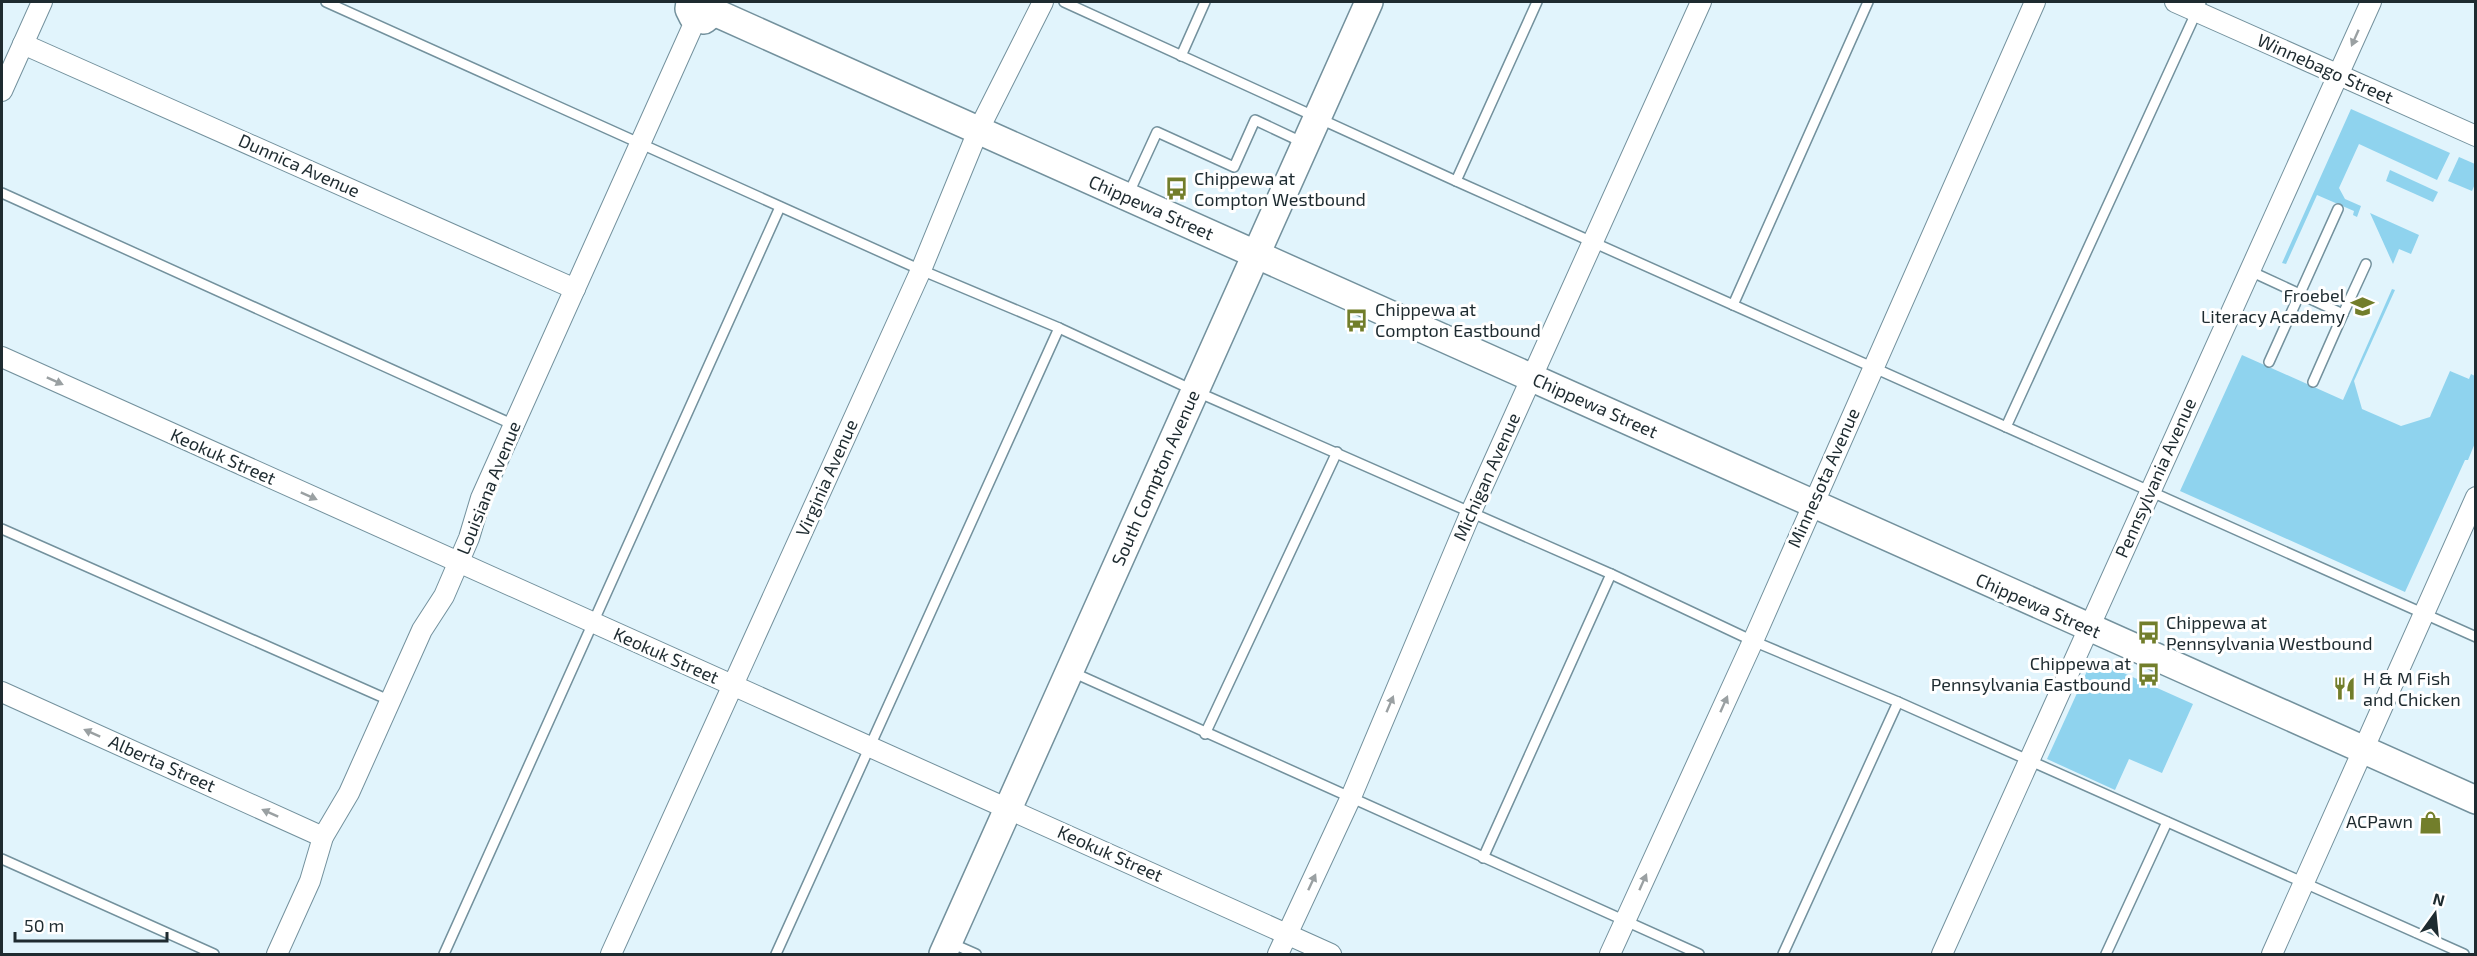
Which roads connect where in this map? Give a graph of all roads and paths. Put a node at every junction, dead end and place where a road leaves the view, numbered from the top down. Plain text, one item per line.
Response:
1 (42, 2) edge
2 (326, 2) edge
3 (1043, 2) edge
4 (1064, 2) edge
5 (1205, 2) edge
6 (1369, 2) edge
7 (1537, 2) edge
8 (1701, 2) edge
9 (1868, 2) edge
10 (2035, 2) edge
11 (2175, 2) edge
12 (2371, 2) edge
13 (2199, 6) edge
14 (703, 8) edge
15 (23, 44) junction
16 (1181, 56) junction
17 (2338, 75) junction
18 (2, 91) edge
19 (1317, 118) junction
20 (978, 130) junction
21 (2474, 130) edge
22 (640, 143) junction
23 (1305, 144) junction
24 (1456, 181) junction
25 (2, 193) edge
26 (1127, 197) junction
27 (780, 207) junction
28 (2338, 209) dead end
29 (1592, 242) junction
30 (1255, 254) junction
31 (2366, 264) dead end
32 (921, 270) junction
33 (2250, 271) junction
34 (575, 289) junction
35 (2299, 294) junction
36 (1733, 304) junction
37 (2343, 314) junction
38 (1059, 328) junction
39 (2, 357) edge
40 (2269, 362) dead end
41 (1873, 366) junction
42 (1532, 377) junction
43 (2313, 382) dead end
44 (1195, 391) junction
45 (514, 425) junction
46 (2006, 427) junction
47 (1338, 452) junction
48 (2151, 491) junction
49 (2475, 497) edge
50 (1812, 504) junction
51 (1471, 512) junction
52 (2, 529) edge
53 (458, 563) junction
54 (1611, 574) junction
55 (2423, 613) junction
56 (591, 624) junction
57 (2089, 629) junction
58 (2475, 637) edge
59 (1752, 640) junction
60 (1070, 672) junction
61 (733, 686) junction
62 (2, 692) edge
63 (391, 701) junction
64 (1898, 702) junction
65 (1204, 734) junction
66 (870, 746) junction
67 (2364, 750) junction
68 (2029, 760) junction
69 (1351, 797) junction
70 (2475, 800) edge
71 (1007, 808) junction
72 (2167, 822) junction
73 (323, 837) junction
74 (1483, 858) junction
75 (2, 859) edge
76 (2304, 884) junction
77 (1625, 922) junction
78 (1287, 935) junction
79 (946, 948) edge
80 (2440, 950) edge
81 (214, 954) edge
82 (277, 954) edge
83 (444, 954) edge
84 (611, 954) edge
85 (776, 954) edge
86 (976, 954) edge
87 (1278, 954) edge
88 (1331, 954) edge
89 (1610, 954) edge
90 (1699, 954) edge
91 (1783, 954) edge
92 (1942, 954) edge
93 (2106, 954) edge
94 (2272, 954) edge
95 (2464, 954) edge

1 - 15 street
2 - 22 lane
3 - 20 street, Virginia Avenue
4 - 16 lane
5 - 16 lane
6 - 19 main road, South Compton Avenue
7 - 24 lane
8 - 29 street, Michigan Avenue
9 - 36 lane
10 - 41 street, Minnesota Avenue
11 - 13 street, Winnebago Street
12 -> 17 street, Pennsylvania Avenue
13 - 17 street, Winnebago Street
13 - 46 lane
14 - 20 main road, Chippewa Street
14 - 22 street, Louisiana Avenue
15 - 18 street
15 - 34 street, Dunnica Avenue
16 - 19 lane
17 - 21 street, Winnebago Street
17 - 33 street, Pennsylvania Avenue
19 - 23 main road, South Compton Avenue
19 - 24 lane
20 - 26 main road, Chippewa Street
20 - 32 street, Virginia Avenue
22 - 27 lane
22 - 34 street, Louisiana Avenue
23 - 26 lane
23 - 30 main road, South Compton Avenue
24 - 29 lane
25 - 45 lane
26 - 30 main road, Chippewa Street
27 - 32 lane
27 - 56 lane
28 - 35 lane
29 - 36 lane
29 - 42 street, Michigan Avenue
30 - 42 main road, Chippewa Street
30 - 44 main road, South Compton Avenue
31 - 37 lane
32 - 38 lane
32 - 61 street, Virginia Avenue
33 - 35 lane
33 - 48 street, Pennsylvania Avenue
34 - 45 street, Louisiana Avenue
35 - 37 lane
35 - 40 lane
36 - 41 lane
37 - 43 lane
38 - 44 lane
38 - 66 lane
39 -> 53 street, Keokuk Street
41 - 46 lane
41 - 50 street, Minnesota Avenue
42 - 50 main road, Chippewa Street
42 - 51 street, Michigan Avenue
44 - 47 lane
44 - 60 main road, South Compton Avenue
45 - 53 street, Louisiana Avenue
46 - 48 lane
47 - 51 lane
47 - 65 lane
48 - 55 lane
48 - 57 street, Pennsylvania Avenue
49 - 55 street
50 - 57 main road, Chippewa Street
50 - 59 street, Minnesota Avenue
51 - 54 lane
69 -> 51 street, Michigan Avenue
52 - 63 lane
53 - 56 street, Keokuk Street
53 - 63 street, Louisiana Avenue
54 - 59 lane
54 - 74 lane
55 - 58 lane
55 - 67 street
56 - 61 street, Keokuk Street
56 - 83 lane
57 - 67 main road, Chippewa Street
57 - 68 street, Pennsylvania Avenue
59 - 64 lane
77 -> 59 street, Minnesota Avenue
60 - 65 lane
60 - 71 main road, South Compton Avenue
61 - 66 street, Keokuk Street
61 - 84 street, Virginia Avenue
73 -> 62 street, Alberta Street
63 - 73 street, Louisiana Avenue
64 - 68 lane
64 - 91 lane
65 - 69 lane
66 - 71 street, Keokuk Street
66 - 85 lane
67 - 70 main road, Chippewa Street
67 - 76 street
68 - 72 lane
68 - 92 street, Pennsylvania Avenue
69 - 74 lane
78 -> 69 street, Michigan Avenue
71 - 78 street, Keokuk Street
71 - 79 main road, South Compton Avenue
72 - 76 lane
72 - 93 lane
73 - 82 street, Louisiana Avenue
74 - 77 lane
75 - 81 lane
76 - 80 lane
76 - 94 street
77 - 89 street, Minnesota Avenue
77 - 90 lane
78 - 87 street, Michigan Avenue
78 - 88 street, Keokuk Street
79 - 86 lane
80 - 95 lane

....

### WHAT YOU ARE ASKED TO DO
Copy out all the data exactly. No images belong in the copy.

### REPLY TO THE EXERCISE
Which roads connect where in this map? Give a graph of all roads and paths. Put a node at every junction, dead end and place where a road leaves the view, numbered from the top down. Plain text, one item per line.
Response:
1 (42, 2) edge
2 (326, 2) edge
3 (1043, 2) edge
4 (1064, 2) edge
5 (1205, 2) edge
6 (1369, 2) edge
7 (1537, 2) edge
8 (1701, 2) edge
9 (1868, 2) edge
10 (2035, 2) edge
11 (2175, 2) edge
12 (2371, 2) edge
13 (2199, 6) edge
14 (703, 8) edge
15 (23, 44) junction
16 (1181, 56) junction
17 (2338, 75) junction
18 (2, 91) edge
19 (1317, 118) junction
20 (978, 130) junction
21 (2474, 130) edge
22 (640, 143) junction
23 (1305, 144) junction
24 (1456, 181) junction
25 (2, 193) edge
26 (1127, 197) junction
27 (780, 207) junction
28 (2338, 209) dead end
29 (1592, 242) junction
30 (1255, 254) junction
31 (2366, 264) dead end
32 (921, 270) junction
33 (2250, 271) junction
34 (575, 289) junction
35 (2299, 294) junction
36 (1733, 304) junction
37 (2343, 314) junction
38 (1059, 328) junction
39 (2, 357) edge
40 (2269, 362) dead end
41 (1873, 366) junction
42 (1532, 377) junction
43 (2313, 382) dead end
44 (1195, 391) junction
45 (514, 425) junction
46 (2006, 427) junction
47 (1338, 452) junction
48 (2151, 491) junction
49 (2475, 497) edge
50 (1812, 504) junction
51 (1471, 512) junction
52 (2, 529) edge
53 (458, 563) junction
54 (1611, 574) junction
55 (2423, 613) junction
56 (591, 624) junction
57 (2089, 629) junction
58 (2475, 637) edge
59 (1752, 640) junction
60 (1070, 672) junction
61 (733, 686) junction
62 (2, 692) edge
63 (391, 701) junction
64 (1898, 702) junction
65 (1204, 734) junction
66 (870, 746) junction
67 (2364, 750) junction
68 (2029, 760) junction
69 (1351, 797) junction
70 (2475, 800) edge
71 (1007, 808) junction
72 (2167, 822) junction
73 (323, 837) junction
74 (1483, 858) junction
75 (2, 859) edge
76 (2304, 884) junction
77 (1625, 922) junction
78 (1287, 935) junction
79 (946, 948) edge
80 (2440, 950) edge
81 (214, 954) edge
82 (277, 954) edge
83 (444, 954) edge
84 (611, 954) edge
85 (776, 954) edge
86 (976, 954) edge
87 (1278, 954) edge
88 (1331, 954) edge
89 (1610, 954) edge
90 (1699, 954) edge
91 (1783, 954) edge
92 (1942, 954) edge
93 (2106, 954) edge
94 (2272, 954) edge
95 (2464, 954) edge

1 - 15 street
2 - 22 lane
3 - 20 street, Virginia Avenue
4 - 16 lane
5 - 16 lane
6 - 19 main road, South Compton Avenue
7 - 24 lane
8 - 29 street, Michigan Avenue
9 - 36 lane
10 - 41 street, Minnesota Avenue
11 - 13 street, Winnebago Street
12 -> 17 street, Pennsylvania Avenue
13 - 17 street, Winnebago Street
13 - 46 lane
14 - 20 main road, Chippewa Street
14 - 22 street, Louisiana Avenue
15 - 18 street
15 - 34 street, Dunnica Avenue
16 - 19 lane
17 - 21 street, Winnebago Street
17 - 33 street, Pennsylvania Avenue
19 - 23 main road, South Compton Avenue
19 - 24 lane
20 - 26 main road, Chippewa Street
20 - 32 street, Virginia Avenue
22 - 27 lane
22 - 34 street, Louisiana Avenue
23 - 26 lane
23 - 30 main road, South Compton Avenue
24 - 29 lane
25 - 45 lane
26 - 30 main road, Chippewa Street
27 - 32 lane
27 - 56 lane
28 - 35 lane
29 - 36 lane
29 - 42 street, Michigan Avenue
30 - 42 main road, Chippewa Street
30 - 44 main road, South Compton Avenue
31 - 37 lane
32 - 38 lane
32 - 61 street, Virginia Avenue
33 - 35 lane
33 - 48 street, Pennsylvania Avenue
34 - 45 street, Louisiana Avenue
35 - 37 lane
35 - 40 lane
36 - 41 lane
37 - 43 lane
38 - 44 lane
38 - 66 lane
39 -> 53 street, Keokuk Street
41 - 46 lane
41 - 50 street, Minnesota Avenue
42 - 50 main road, Chippewa Street
42 - 51 street, Michigan Avenue
44 - 47 lane
44 - 60 main road, South Compton Avenue
45 - 53 street, Louisiana Avenue
46 - 48 lane
47 - 51 lane
47 - 65 lane
48 - 55 lane
48 - 57 street, Pennsylvania Avenue
49 - 55 street
50 - 57 main road, Chippewa Street
50 - 59 street, Minnesota Avenue
51 - 54 lane
69 -> 51 street, Michigan Avenue
52 - 63 lane
53 - 56 street, Keokuk Street
53 - 63 street, Louisiana Avenue
54 - 59 lane
54 - 74 lane
55 - 58 lane
55 - 67 street
56 - 61 street, Keokuk Street
56 - 83 lane
57 - 67 main road, Chippewa Street
57 - 68 street, Pennsylvania Avenue
59 - 64 lane
77 -> 59 street, Minnesota Avenue
60 - 65 lane
60 - 71 main road, South Compton Avenue
61 - 66 street, Keokuk Street
61 - 84 street, Virginia Avenue
73 -> 62 street, Alberta Street
63 - 73 street, Louisiana Avenue
64 - 68 lane
64 - 91 lane
65 - 69 lane
66 - 71 street, Keokuk Street
66 - 85 lane
67 - 70 main road, Chippewa Street
67 - 76 street
68 - 72 lane
68 - 92 street, Pennsylvania Avenue
69 - 74 lane
78 -> 69 street, Michigan Avenue
71 - 78 street, Keokuk Street
71 - 79 main road, South Compton Avenue
72 - 76 lane
72 - 93 lane
73 - 82 street, Louisiana Avenue
74 - 77 lane
75 - 81 lane
76 - 80 lane
76 - 94 street
77 - 89 street, Minnesota Avenue
77 - 90 lane
78 - 87 street, Michigan Avenue
78 - 88 street, Keokuk Street
79 - 86 lane
80 - 95 lane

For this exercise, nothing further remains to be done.